> [What you should do] Please retype the data that follows, starting at the line containing "Extract the road" and stopping after the last line.

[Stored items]

____________________

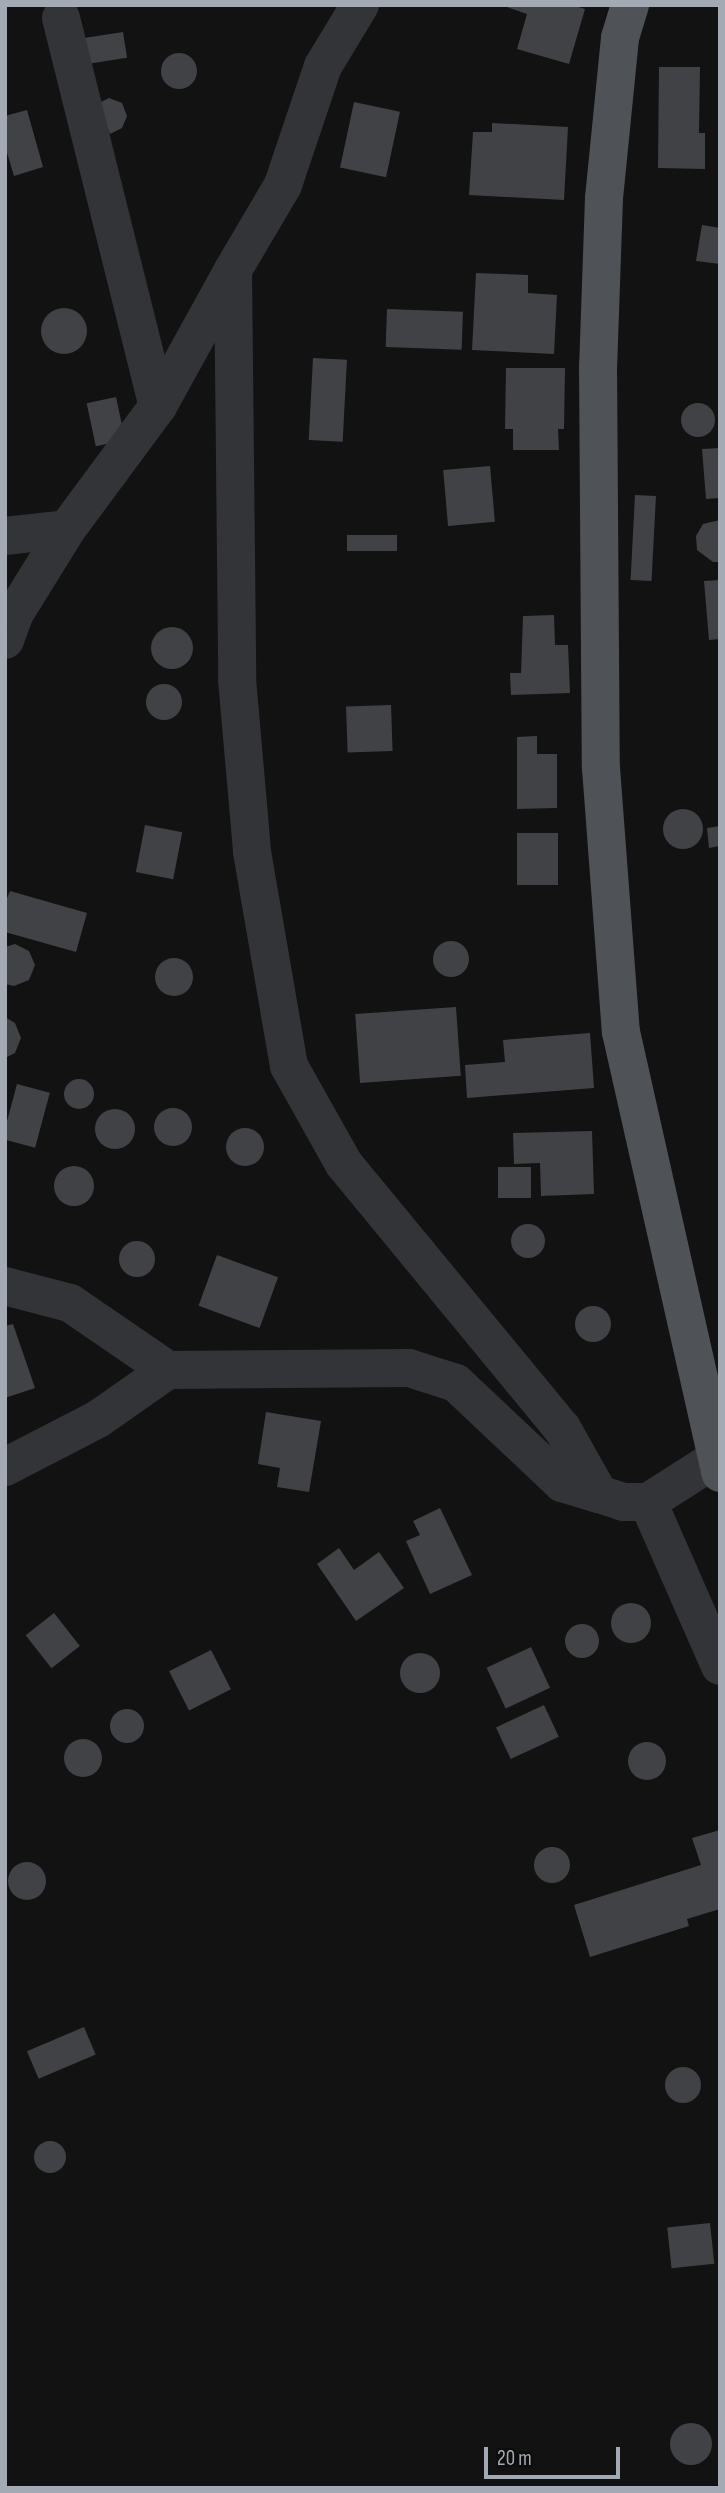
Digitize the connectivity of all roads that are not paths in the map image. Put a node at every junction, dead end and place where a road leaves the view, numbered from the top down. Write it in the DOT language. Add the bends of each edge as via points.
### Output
graph roads {
  1 [pos="360,5"];
  2 [pos="629,5"];
  3 [pos="61,18"];
  4 [pos="233,270"];
  5 [pos="158,406"];
  6 [pos="67,529"];
  7 [pos="5,536"];
  8 [pos="5,640"];
  9 [pos="5,1286"];
  10 [pos="168,1370"];
  11 [pos="5,1467"];
  12 [pos="717,1467"];
  13 [pos="599,1494"];
  14 [pos="648,1502"];
  15 [pos="720,1666"];
  1 -- 4 [label="street" via="323,66 283,185"];
  2 -- 12 [label="main road" via="620,38 603,211 598,366 601,768 621,1032"];
  3 -- 5 [label="street"];
  4 -- 5 [label="street"];
  4 -- 13 [label="street" via="237,679 252,852 289,1066 344,1164 562,1428"];
  5 -- 6 [label="street"];
  6 -- 7 [label="street"];
  6 -- 8 [label="street" via="15,613"];
  9 -- 10 [label="street" via="70,1303"];
  10 -- 11 [label="street" via="98,1419"];
  10 -- 13 [label="street" via="409,1368 456,1383 562,1483"];
  12 -- 14 [label="street"];
  13 -- 14 [label="street" via="623,1502"];
  14 -- 15 [label="street"];
}
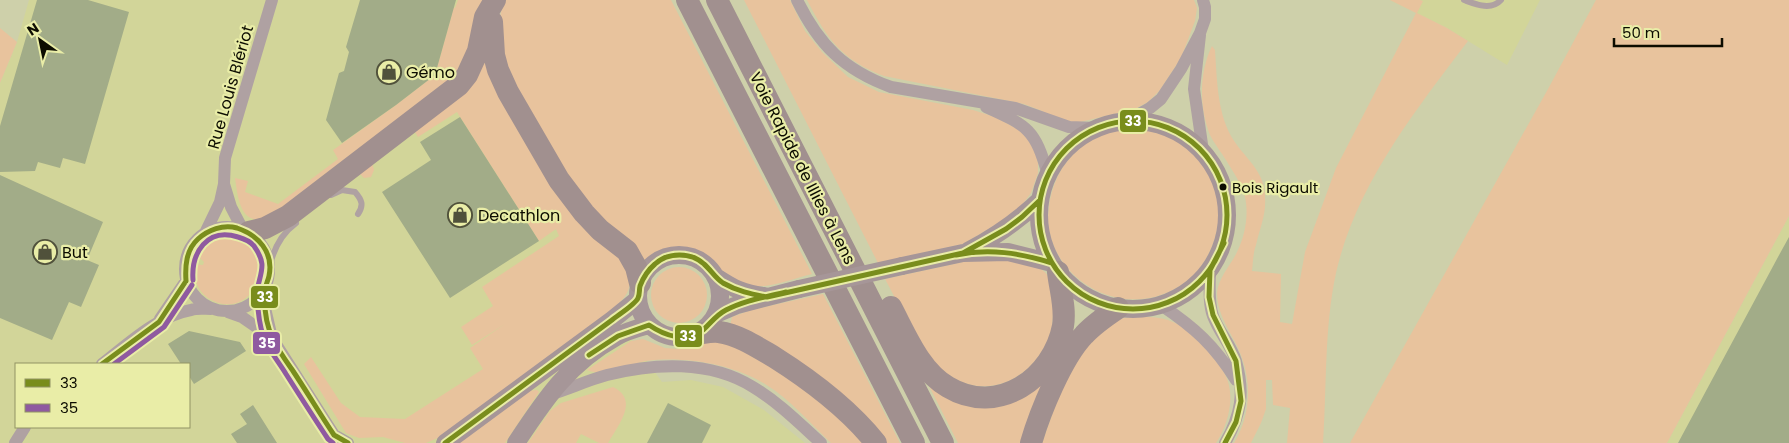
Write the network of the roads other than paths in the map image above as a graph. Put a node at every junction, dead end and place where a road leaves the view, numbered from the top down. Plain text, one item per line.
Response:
1 (272, 0) edge
2 (687, 0) edge
3 (717, 0) edge
4 (797, 0) edge
5 (1203, 0) edge
6 (1464, 0) edge
7 (1501, 0) edge
8 (494, 1) edge
9 (1200, 32) junction
10 (972, 101) junction
11 (1127, 121) junction
12 (1097, 128) junction
13 (1202, 150) junction
14 (1048, 176) junction
15 (350, 182) junction
16 (224, 184) junction
17 (1040, 200) junction
18 (324, 201) dead end
19 (358, 214) dead end
20 (300, 219) dead end
21 (830, 222) junction
22 (246, 231) junction
23 (205, 233) junction
24 (963, 253) junction
25 (270, 265) junction
26 (1055, 268) junction
27 (1210, 270) junction
28 (716, 277) junction
29 (186, 282) junction
30 (265, 288) junction
31 (639, 291) junction
32 (767, 297) junction
33 (1160, 306) junction
34 (1118, 308) junction
35 (219, 310) junction
36 (716, 314) junction
37 (159, 322) junction
38 (649, 324) junction
39 (696, 334) junction
40 (272, 338) junction
41 (103, 363) edge
42 (1239, 384) junction
43 (547, 396) junction
44 (25, 428) edge
45 (334, 439) edge
46 (15, 443) edge
47 (348, 443) edge
48 (445, 443) edge
49 (516, 443) edge
50 (821, 443) edge
51 (876, 443) edge
52 (914, 443) edge
53 (943, 443) edge
54 (1032, 443) edge
55 (1225, 443) edge

1 - 16 street, Rue Louis Blériot
2 - 52 highway
3 - 21 highway, Voie Rapide de Illies à Lens
4 - 10 street
5 - 9 street
6 - 7 lane
8 - 15 highway
8 - 31 highway
9 - 11 street
9 - 13 street
10 - 12 street
10 - 14 street
11 - 12 street
11 - 13 street
12 - 14 street
13 - 27 street
14 - 17 street
15 - 18 lane
15 - 19 lane
15 - 22 highway
16 - 22 street, Rue Louis Blériot
16 - 23 street, Rue Louis Blériot
17 - 24 street
17 - 26 street
20 - 25 lane
21 - 26 highway
21 - 53 highway, Voie Rapide de Illies à Lens
22 - 23 street
22 - 25 street
23 - 29 street
24 - 26 street
24 - 32 street, bridge
25 - 30 street
26 - 34 street
27 - 33 street
27 - 42 street
28 - 31 street
28 - 32 street
28 - 36 street
29 - 35 street
29 - 37 street
30 - 35 street
30 - 40 street
31 - 38 street
31 - 48 street
32 - 36 street
33 - 34 street
33 - 42 street
34 - 54 highway
35 - 37 street
35 - 40 street
36 - 39 street
37 - 41 street
38 - 39 street
38 - 43 street
39 - 51 highway
40 - 45 street
42 - 55 street
43 - 49 street
43 - 50 street
44 - 46 street
45 - 47 street

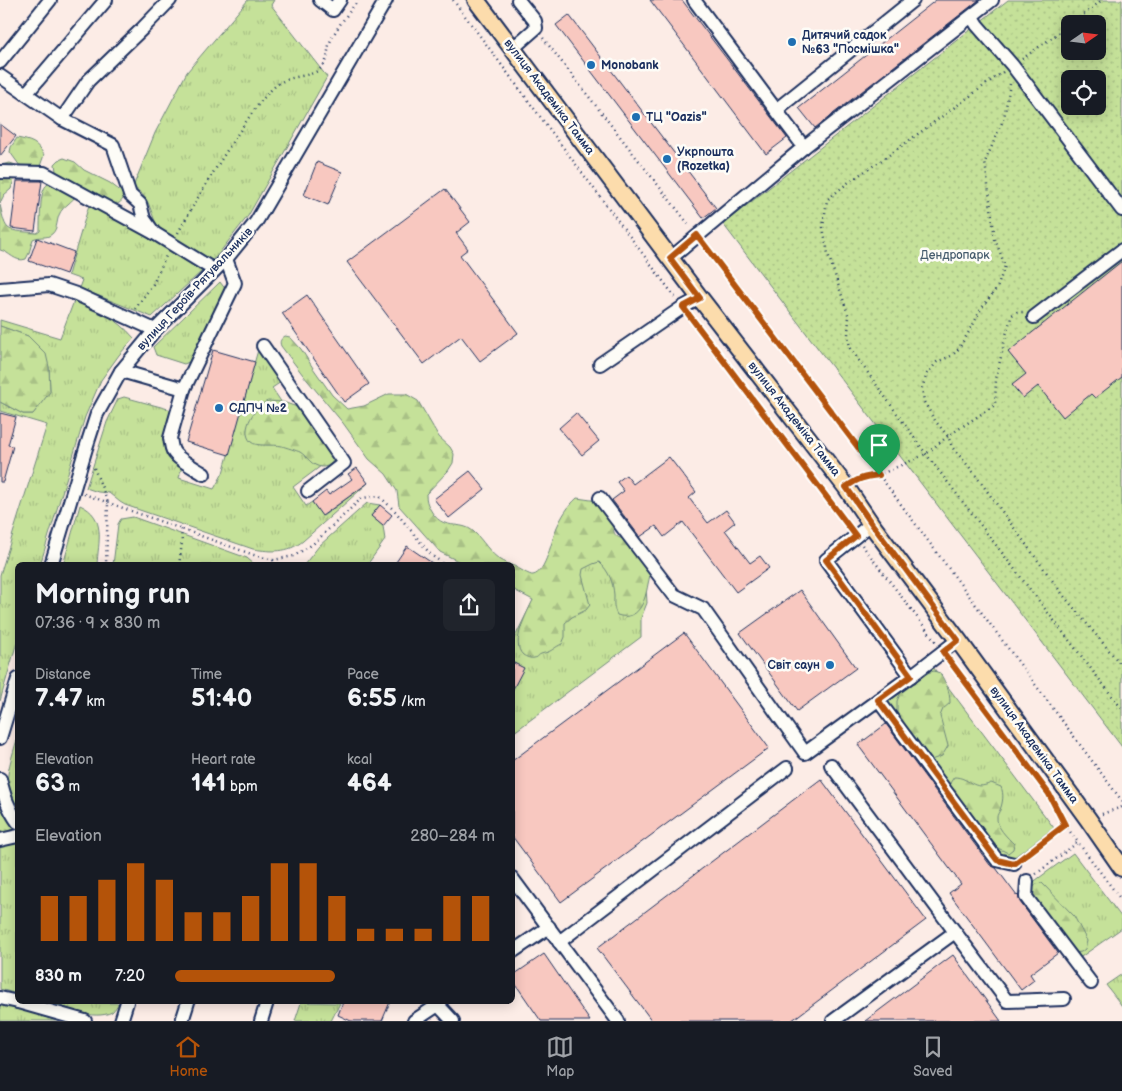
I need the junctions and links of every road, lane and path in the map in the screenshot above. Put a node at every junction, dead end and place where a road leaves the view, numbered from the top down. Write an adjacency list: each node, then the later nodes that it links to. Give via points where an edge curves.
1 (50, 0): 20 (street)
2 (106, 0): 23 (street)
3 (170, 0): 25 (street, via 88,81)
4 (320, 0): 5 (street, via 333,10)
5 (340, 0)
6 (358, 0): 31 (path, via 333,35 328,57 320,70 276,85 247,120)
7 (386, 0): 33 (street, вулиця Героїв-Рятувальників, via 256,222)
8 (453, 0): 38 (path)
9 (476, 0): 19 (main road, вулиця Академіка Тамма)
10 (518, 0): 18 (street, via 535,21 536,28)
11 (694, 0): 24 (street)
12 (913, 0): 24 (street)
13 (992, 0): 16 (street)
14 (1102, 0): 15 (path)
15 (1083, 15)
16 (972, 16): 21 (street); 26 (street)
17 (1061, 31): 21 (path)
18 (530, 33): 19 (street); 30 (path, via 543,38)
19 (512, 49): 34 (main road, вулиця Академіка Тамма)
20 (0, 62)
21 (1012, 65): 28 (street); 46 (path, via 1004,118 985,162 995,240 1006,266 998,288 981,309 958,351 937,362 927,374 922,388 924,402); 48 (path, via 827,200 823,228 849,317 850,348)
22 (0, 76): 23 (street)
23 (26, 94): 25 (street)
24 (776, 110): 26 (street)
25 (62, 119): 29 (street, via 113,146 130,195 140,204 144,220)
26 (804, 147): 30 (street)
27 (0, 172): 29 (street, via 44,173)
28 (1122, 210)
29 (154, 233): 31 (street)
30 (697, 235): 34 (street); 50 (path)
31 (172, 244): 35 (street); 40 (path, via 153,284)
32 (1122, 250): 39 (street)
33 (226, 258): 35 (street, вулиця Героїв-Рятувальників); 45 (street, via 235,282)
34 (670, 258): 37 (main road, вулиця Академіка Тамма)
35 (214, 270): 41 (street, вулиця Героїв-Рятувальників)
36 (0, 289): 40 (street, via 49,285)
37 (700, 298): 38 (street); 51 (main road, вулиця Академіка Тамма)
38 (683, 307): 43 (street); 58 (path)
39 (1034, 317): 46 (path, via 1024,312 1012,315 996,378 995,405)
40 (128, 318): 41 (street)
41 (155, 330): 44 (street, вулиця Героїв-Рятувальників)
42 (263, 346): 53 (street, via 344,463)
43 (600, 364)
44 (121, 371): 45 (street); 47 (street, вулиця Героїв-Рятувальників, via 97,414)
45 (184, 389): 49 (street, via 170,438 171,446 180,458)
46 (948, 436): 48 (path); 66 (path, via 952,447 1063,595)
47 (86, 448): 52 (street, вулиця Героїв-Рятувальників); 55 (path)
48 (926, 454): 50 (path); 70 (path)
49 (204, 474)
50 (879, 475): 51 (path, via 857,479); 75 (path)
51 (846, 487): 56 (main road, вулиця Академіка Тамма)
52 (73, 490): 55 (path); 60 (street, вулиця Героїв-Рятувальників)
53 (308, 491)
54 (600, 498): 69 (street, via 674,595 703,608 804,753)
55 (108, 503): 57 (path); 61 (path)
56 (872, 524): 58 (street); 64 (main road, вулиця Академіка Тамма)
57 (181, 529): 59 (path); 62 (path)
58 (856, 536): 65 (path); 67 (street, via 826,560)
59 (273, 560): 63 (path, via 294,556 313,544 362,498 379,496)
60 (52, 562)
61 (106, 562)
62 (179, 562)
63 (441, 562)
64 (958, 640): 65 (street); 78 (main road, вулиця Академіка Тамма)
65 (943, 652): 67 (street); 79 (path, via 1049,794)
66 (1122, 666)
67 (911, 676): 69 (street)
68 (15, 689): 71 (street)
69 (878, 700): 83 (street, via 997,860)
70 (1122, 709)
71 (0, 738)
72 (830, 765): 89 (street)
73 (787, 768): 90 (street)
74 (0, 779): 77 (street, via 6,802)
75 (1122, 801)
76 (1122, 807): 78 (path)
77 (15, 818)
78 (1088, 819): 84 (main road, вулиця Академіка Тамма)
79 (1065, 825): 82 (path); 83 (path)
80 (15, 837): 81 (street)
81 (0, 840)
82 (1078, 842): 85 (path); 87 (path)
83 (1014, 864)
84 (1122, 868)
85 (1027, 881): 92 (street, via 1026,897)
86 (515, 882): 88 (street)
87 (1122, 901)
88 (548, 927): 90 (street); 91 (street)
89 (955, 932): 94 (street, via 1007,1001); 108 (street)
90 (559, 942): 107 (street)
91 (515, 950)
92 (1091, 983)
93 (0, 998): 95 (street)
94 (1064, 999)
95 (15, 1001)
96 (25, 1004): 101 (street)
97 (126, 1004): 102 (street)
98 (187, 1004): 103 (street)
99 (266, 1004): 104 (street)
100 (439, 1004): 105 (street); 106 (street)
101 (85, 1021)
102 (121, 1021)
103 (182, 1021)
104 (261, 1021)
105 (414, 1021)
106 (453, 1021)
107 (618, 1021)
108 (833, 1021)

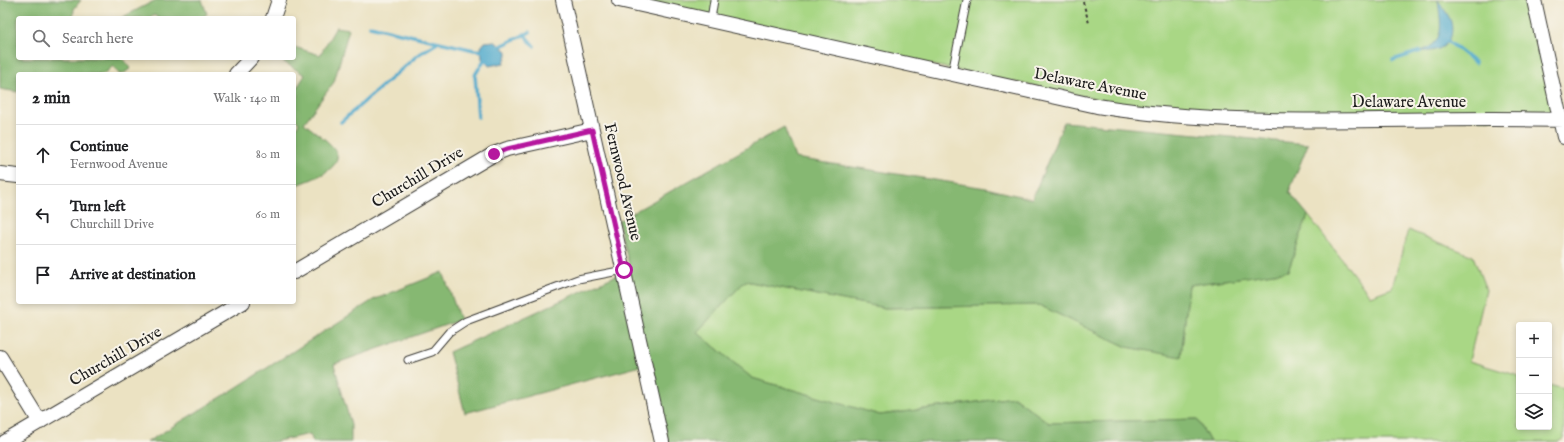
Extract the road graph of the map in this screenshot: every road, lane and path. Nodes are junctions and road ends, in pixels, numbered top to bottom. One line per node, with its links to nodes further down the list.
1 (279, 0): 8 (street)
2 (563, 0): 15 (street, Fernwood Avenue)
3 (619, 0): 9 (street, Delaware Avenue)
4 (714, 0): 9 (lane)
5 (967, 0): 13 (lane)
6 (1534, 0): 14 (street)
7 (1083, 2): 10 (path)
8 (274, 16)
9 (711, 19): 13 (street, Delaware Avenue)
10 (1089, 22)
11 (249, 60): 12 (street)
12 (238, 72)
13 (952, 73): 14 (street, Delaware Avenue)
14 (1562, 120): 16 (street)
15 (592, 130): 19 (street, Fernwood Avenue); 20 (street, Churchill Drive)
16 (1564, 138)
17 (0, 174): 18 (street)
18 (16, 176)
19 (624, 270): 23 (lane); 26 (street, Fernwood Avenue)
20 (296, 271)
21 (240, 304): 24 (street, Churchill Drive)
22 (0, 357): 24 (street)
23 (408, 360)
24 (40, 422): 25 (street, Churchill Drive)
25 (6, 442)
26 (662, 442)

____________________

> [Response to the task]
Extract the road graph of the map in this screenshot: every road, lane and path. Nodes are junctions and road ends, in pixels, numbered top to bottom. One line per node, with its links to nodes further down the list.
1 (279, 0): 8 (street)
2 (563, 0): 15 (street, Fernwood Avenue)
3 (619, 0): 9 (street, Delaware Avenue)
4 (714, 0): 9 (lane)
5 (967, 0): 13 (lane)
6 (1534, 0): 14 (street)
7 (1083, 2): 10 (path)
8 (274, 16)
9 (711, 19): 13 (street, Delaware Avenue)
10 (1089, 22)
11 (249, 60): 12 (street)
12 (238, 72)
13 (952, 73): 14 (street, Delaware Avenue)
14 (1562, 120): 16 (street)
15 (592, 130): 19 (street, Fernwood Avenue); 20 (street, Churchill Drive)
16 (1564, 138)
17 (0, 174): 18 (street)
18 (16, 176)
19 (624, 270): 23 (lane); 26 (street, Fernwood Avenue)
20 (296, 271)
21 (240, 304): 24 (street, Churchill Drive)
22 (0, 357): 24 (street)
23 (408, 360)
24 (40, 422): 25 (street, Churchill Drive)
25 (6, 442)
26 (662, 442)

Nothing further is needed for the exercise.